**Instructions for the task**
Records follow. Pull out every line that contains "dead".

**Exercise inputs**
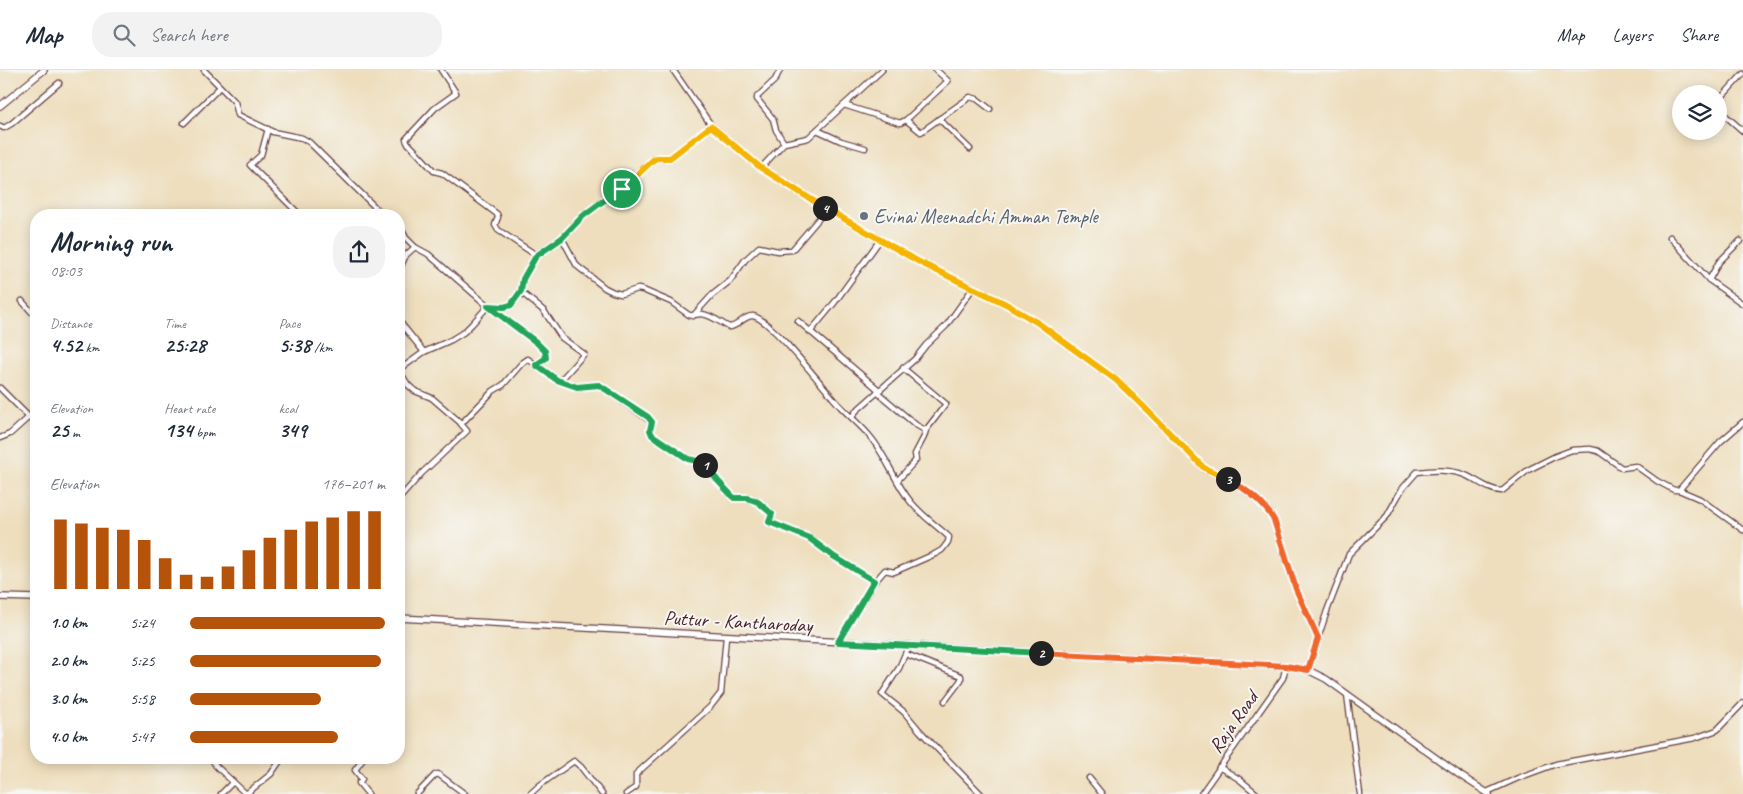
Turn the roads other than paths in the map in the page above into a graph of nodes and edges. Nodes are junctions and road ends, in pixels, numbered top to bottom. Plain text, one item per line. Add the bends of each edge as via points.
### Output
1 (44, 70) edge
2 (204, 70) edge
3 (441, 70) edge
4 (673, 70) edge
5 (780, 70) edge
6 (882, 70) edge
7 (936, 70) edge
8 (1743, 74) edge
9 (59, 83) dead end
10 (220, 87) junction
11 (1727, 91) edge
12 (844, 105) junction
13 (0, 106) edge
14 (990, 109) dead end
15 (1727, 117) edge
16 (939, 119) junction
17 (906, 120) junction
18 (184, 123) dead end
19 (0, 126) edge
20 (711, 126) junction
21 (268, 129) junction
22 (817, 130) junction
23 (1743, 131) edge
24 (784, 143) junction
25 (865, 148) dead end
26 (970, 148) dead end
27 (761, 168) junction
28 (294, 209) edge
29 (377, 209) edge
30 (827, 209) junction
31 (405, 236) edge
32 (1670, 237) dead end
33 (562, 238) junction
34 (880, 240) junction
35 (1740, 242) dead end
36 (414, 247) junction
37 (536, 256) junction
38 (405, 257) edge
39 (1709, 280) junction
40 (973, 288) junction
41 (521, 292) junction
42 (22, 301) dead end
43 (1743, 304) edge
44 (488, 306) junction
45 (30, 310) edge
46 (692, 316) junction
47 (798, 321) dead end
48 (405, 328) edge
49 (810, 332) junction
50 (424, 352) junction
51 (536, 365) junction
52 (405, 366) edge
53 (903, 368) junction
54 (405, 380) edge
55 (560, 381) junction
56 (0, 388) edge
57 (878, 391) junction
58 (29, 417) joint
59 (852, 417) junction
60 (1743, 422) edge
61 (462, 424) junction
62 (925, 430) dead end
63 (0, 438) edge
64 (898, 480) junction
65 (1679, 490) junction
66 (405, 492) edge
67 (1743, 530) edge
68 (874, 581) junction
69 (0, 597) edge
70 (30, 598) edge
71 (405, 618) edge
72 (726, 637) junction
73 (1318, 638) junction
74 (838, 642) junction
75 (909, 646) junction
76 (906, 654) junction
77 (1286, 666) junction
78 (1308, 670) junction
79 (1347, 694) junction
80 (945, 700) dead end
81 (1743, 703) edge
82 (214, 764) edge
83 (278, 764) edge
84 (359, 764) edge
85 (1219, 767) junction
86 (1089, 778) dead end
87 (233, 782) junction
88 (1488, 793) edge
89 (221, 794) edge
90 (368, 794) edge
91 (417, 794) edge
92 (465, 794) edge
93 (530, 794) edge
94 (602, 794) edge
95 (626, 794) edge
96 (981, 794) edge
97 (1102, 794) edge
98 (1200, 794) edge
99 (1257, 794) edge
100 (1360, 794) edge

1 - 13 main road
2 - 10 street
3 - 37 street via 456,93 435,108 413,130 407,142 434,171 442,173 498,214 495,225 498,230
4 - 20 street
5 - 24 street via 757,99 773,119
6 - 12 street
7 - 17 street via 948,81
8 - 11 street
9 - 19 street via 11,124 4,128
10 - 18 street
10 - 21 street via 235,102 238,115
12 - 17 street via 896,123
12 - 22 street
14 - 16 street via 977,98 970,97
15 - 23 street
16 - 17 street via 921,132
16 - 26 street
20 - 27 street
20 - 33 street via 670,158 653,160 622,189 583,216
21 - 28 street via 260,155 250,165
21 - 29 street via 309,142
22 - 24 street via 808,138
22 - 25 street
24 - 27 street
27 - 30 street
30 - 34 street
30 - 46 street via 792,250 759,247 730,281
31 - 36 street
32 - 39 street
33 - 37 street
33 - 46 street via 577,266 606,288 621,294 644,290
34 - 40 street
34 - 49 street
35 - 39 street via 1719,262
36 - 38 street
36 - 44 street via 428,254
37 - 41 street via 523,279
39 - 43 street
40 - 53 street via 946,326
40 - 73 street via 1038,323 1116,380 1204,468 1234,482 1269,511 1296,589
41 - 44 street via 508,307
41 - 55 street via 544,311 562,338 584,354
42 - 45 street
44 - 50 street via 464,332
44 - 51 street via 545,351 546,358
46 - 59 street via 705,314 729,327 753,316 761,321 780,337
47 - 49 street
48 - 50 street
49 - 57 street
50 - 52 street
51 - 55 street
51 - 61 street via 528,359 522,363
53 - 57 street
53 - 64 street via 946,404 926,430 915,454 916,460
54 - 61 street via 414,391 432,398
55 - 68 street via 577,387 599,385 618,397 652,422 652,435 688,459 702,462 734,498 758,502 772,514 769,522 809,538
56 - 58 street
57 - 59 street
57 - 62 street via 916,426
58 - 63 street via 10,434
59 - 64 street via 872,439
60 - 65 street via 1720,442
61 - 66 street via 467,431
64 - 68 street via 910,501 949,537 948,542 935,554 894,572 886,570
65 - 67 street via 1700,499
65 - 73 street via 1658,482 1636,466 1622,468 1604,454 1590,449 1572,450 1556,456 1528,470 1502,491 1452,471 1417,472 1402,489 1387,516 1349,554
68 - 74 street
69 - 70 main road
71 - 72 main road, Puttur - Kantharoday
72 - 74 main road, Puttur - Kantharoday
72 - 95 street via 721,693 696,721 636,774 636,787
73 - 78 street
74 - 75 main road, Puttur - Kantharoday
75 - 76 street
75 - 77 main road, Puttur - Kantharoday
76 - 80 street via 962,676
76 - 96 street via 882,694 904,712
77 - 78 main road, Puttur - Kantharoday
77 - 85 street, Raja Road via 1283,678
78 - 79 main road, Puttur - Kantharoday
79 - 88 main road, Puttur - Kantharoday
79 - 100 street
81 - 88 street via 1716,730 1695,738 1556,764
82 - 87 street
83 - 87 street via 271,774 246,794
84 - 90 street via 354,770 362,778 359,784
85 - 98 street, Raja Road
85 - 99 street
86 - 97 street
87 - 89 street
91 - 92 street via 438,774
93 - 94 street via 574,762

**Exercise solution**
9 (59, 83) dead end
14 (990, 109) dead end
18 (184, 123) dead end
25 (865, 148) dead end
26 (970, 148) dead end
32 (1670, 237) dead end
35 (1740, 242) dead end
42 (22, 301) dead end
47 (798, 321) dead end
62 (925, 430) dead end
80 (945, 700) dead end
86 (1089, 778) dead end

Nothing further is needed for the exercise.